„Ich arbeite gerne.“1

Herma Blum

1911 – 2002

Ahlen

Handwerk/Handarbeit

Herma Blum

Dass Herma Blum in Ahlen lebte, ist nur einem Zufall zu verdanken. Auf der Flucht aus Mitteldeutschland 1945 in einem gemieteten Auto mit Fahrer ging ausgerechnet in Ahlen zur Sperrstunde das Benzin aus. Sie musste Station machen und blieb gemeinsam mit Mutter und Schwester für den Rest ihres Lebens in dieser Stadt.
Die 1911 in Düsseldorf geborenen Zwillingsschwestern Herma und Anita Blum waren beide künstlerisch begabt. Während Anita sich zunächst der Bildhauerei zuwandte, absolvierte Herma eine Weberlehre und besuchte anschließend die Werkkunstschule in Düsseldorf. Schon mit 23 Jahren gründete sie eine eigene Werkstatt und lehrte ab 1942 zusätzlich an der Textilfachschule in Krefeld.

In Ahlen begann sie 1945 unverzüglich eine neue Werkstatt einzurichten. Hier standen schon bald zwei Hochwebstühle für Gobelins und Knüpfteppiche und drei Flachwebstühle für Stoffe. Zeitweise beschäftigte sie in ihrer Werkstatt fünf bis sieben Lehrlinge und Gesellinnen, ausschließlich Frauen. Hergestellt wurden neben Kleiderstoffen auch Tisch- und Sofadecken, von deren Verkauf sie ihren Lebensunterhalt bestritt. Sieht man sich Stoffe aus jener Zeit an, so beeindrucken sie durch ihre Vielfalt, ihre Festigkeit und ihre intensive Farbigkeit. Neben ihrem Engagement als Webmeisterin, später als Oberwebmeisterin in der Ausbildung und in der Innung, setzte sie sich auch als Mitbegründerin der Arbeitsgemeinschaft Kunsthandwerk NRW für die Förderung und Verknüpfung von Kunst und Handwerk ein.
Mitte der 50er Jahre wurde sie jedoch so krank, dass sie ihre Arbeit für mehr als sieben Jahre unterbrechen musste. Danach begann die künstlerisch produktivste Zeit. Aus der Webmeisterin wurde eine Textilkünstlerin.
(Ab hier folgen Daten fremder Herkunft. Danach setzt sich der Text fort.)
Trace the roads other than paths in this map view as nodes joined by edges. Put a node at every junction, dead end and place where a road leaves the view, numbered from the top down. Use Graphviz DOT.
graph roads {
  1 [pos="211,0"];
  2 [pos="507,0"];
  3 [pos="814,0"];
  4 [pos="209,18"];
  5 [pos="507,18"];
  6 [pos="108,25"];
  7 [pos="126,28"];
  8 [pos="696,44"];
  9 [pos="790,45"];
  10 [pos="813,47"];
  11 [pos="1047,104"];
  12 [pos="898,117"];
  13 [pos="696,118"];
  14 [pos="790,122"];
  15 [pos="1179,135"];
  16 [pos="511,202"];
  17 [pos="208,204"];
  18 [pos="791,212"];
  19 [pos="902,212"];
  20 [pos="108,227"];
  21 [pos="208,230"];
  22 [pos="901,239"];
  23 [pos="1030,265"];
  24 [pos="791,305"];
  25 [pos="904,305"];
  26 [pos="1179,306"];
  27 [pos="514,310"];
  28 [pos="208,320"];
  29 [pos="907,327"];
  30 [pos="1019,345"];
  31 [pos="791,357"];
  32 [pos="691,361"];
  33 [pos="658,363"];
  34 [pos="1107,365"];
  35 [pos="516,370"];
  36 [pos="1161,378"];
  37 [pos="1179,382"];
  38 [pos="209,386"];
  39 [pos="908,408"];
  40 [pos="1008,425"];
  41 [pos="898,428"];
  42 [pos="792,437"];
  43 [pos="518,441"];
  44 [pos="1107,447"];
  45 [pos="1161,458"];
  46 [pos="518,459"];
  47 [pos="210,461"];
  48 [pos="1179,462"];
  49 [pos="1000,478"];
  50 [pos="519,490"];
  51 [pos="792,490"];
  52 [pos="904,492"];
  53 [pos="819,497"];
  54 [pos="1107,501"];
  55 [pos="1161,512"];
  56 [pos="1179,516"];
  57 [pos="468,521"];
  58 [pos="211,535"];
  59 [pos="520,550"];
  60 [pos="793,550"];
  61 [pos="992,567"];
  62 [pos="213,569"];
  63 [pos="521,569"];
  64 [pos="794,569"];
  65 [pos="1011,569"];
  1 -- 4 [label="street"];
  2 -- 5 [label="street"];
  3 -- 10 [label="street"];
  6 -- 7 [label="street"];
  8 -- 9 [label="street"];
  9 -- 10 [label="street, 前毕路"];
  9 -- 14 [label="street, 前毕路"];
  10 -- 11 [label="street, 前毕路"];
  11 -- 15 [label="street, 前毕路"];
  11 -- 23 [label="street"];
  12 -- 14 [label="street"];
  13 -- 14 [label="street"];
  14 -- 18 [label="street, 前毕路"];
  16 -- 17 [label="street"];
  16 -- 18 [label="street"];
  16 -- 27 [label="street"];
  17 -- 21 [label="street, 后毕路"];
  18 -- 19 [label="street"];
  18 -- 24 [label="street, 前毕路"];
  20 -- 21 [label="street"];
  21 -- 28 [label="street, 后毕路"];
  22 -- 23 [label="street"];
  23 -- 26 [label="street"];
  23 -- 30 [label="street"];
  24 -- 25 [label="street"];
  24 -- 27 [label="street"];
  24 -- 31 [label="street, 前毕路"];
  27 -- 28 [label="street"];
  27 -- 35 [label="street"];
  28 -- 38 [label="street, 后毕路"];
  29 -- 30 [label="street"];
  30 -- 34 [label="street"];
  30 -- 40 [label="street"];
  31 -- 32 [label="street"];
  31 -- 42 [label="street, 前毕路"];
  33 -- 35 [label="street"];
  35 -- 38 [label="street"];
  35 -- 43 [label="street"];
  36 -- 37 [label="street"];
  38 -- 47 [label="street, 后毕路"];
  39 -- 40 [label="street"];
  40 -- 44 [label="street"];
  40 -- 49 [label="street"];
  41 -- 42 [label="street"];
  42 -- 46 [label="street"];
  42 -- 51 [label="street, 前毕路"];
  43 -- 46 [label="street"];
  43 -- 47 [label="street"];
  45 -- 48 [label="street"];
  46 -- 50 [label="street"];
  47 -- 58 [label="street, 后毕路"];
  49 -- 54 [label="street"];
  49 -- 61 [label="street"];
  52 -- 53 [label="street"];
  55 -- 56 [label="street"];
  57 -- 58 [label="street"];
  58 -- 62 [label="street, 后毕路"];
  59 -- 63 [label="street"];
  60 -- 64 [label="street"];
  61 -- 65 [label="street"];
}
Sie wandte sich verstärkt der künstlerischen Technik des Gobelins zu. Auf ihren Wand- und Bildteppichen sind vielfach Gärten zu sehen, Flora und Fauna, besonders Fische, daneben auch Darstellungen von Tages- und Jahreszeiten und der Schöpfung. Ihre Werke werden in den folgenden Jahren immer abstrakter, kleinformatiger, die Farbgebung immer heller. Auffallend ist ihr freier Umgang mit den Farben, ihre ganz persönliche Note. Es sind warme, intensive Farben, immer Zwischentöne und weiche Übergänge, die Grundfarben findet man bei ihr nie. Die Wolle färbte sie stets selbst, leider trug die Essigsäure, die sie dabei verwandte, mit dazu bei, dass sie in ihren letzten Jahren fast ganz erblindete. Sie starb 2002 in Ahlen.

Neben ihrer künstlerischen Selbständigkeit und persönlichen Unabhängigkeit beeindruckte Herma Blums Arbeitsethos, ihr „Pflichtbewusstsein gegenüber ihrer Kunst“ . Nur wenige ihrer Arbeiten sind öffentlich zugänglich. Im Rathaus der Stadt hängt ein großformatiger Gobelin, der Ahlen als ‚Industriestadt im Grünen‘ zeigt, den Herma Blum nach einem Entwurf des Ahlener Künstlers Hermann Schweizer anfertigte.


Ulrike Rossi-Epke

1 Smitmans, A.; Herma Blum, In: Ausstellungskatalog Robert Paulmichl Plastiken, Herma Blum Wandteppiche Ahlen 1981, S.22
2 Ebenda.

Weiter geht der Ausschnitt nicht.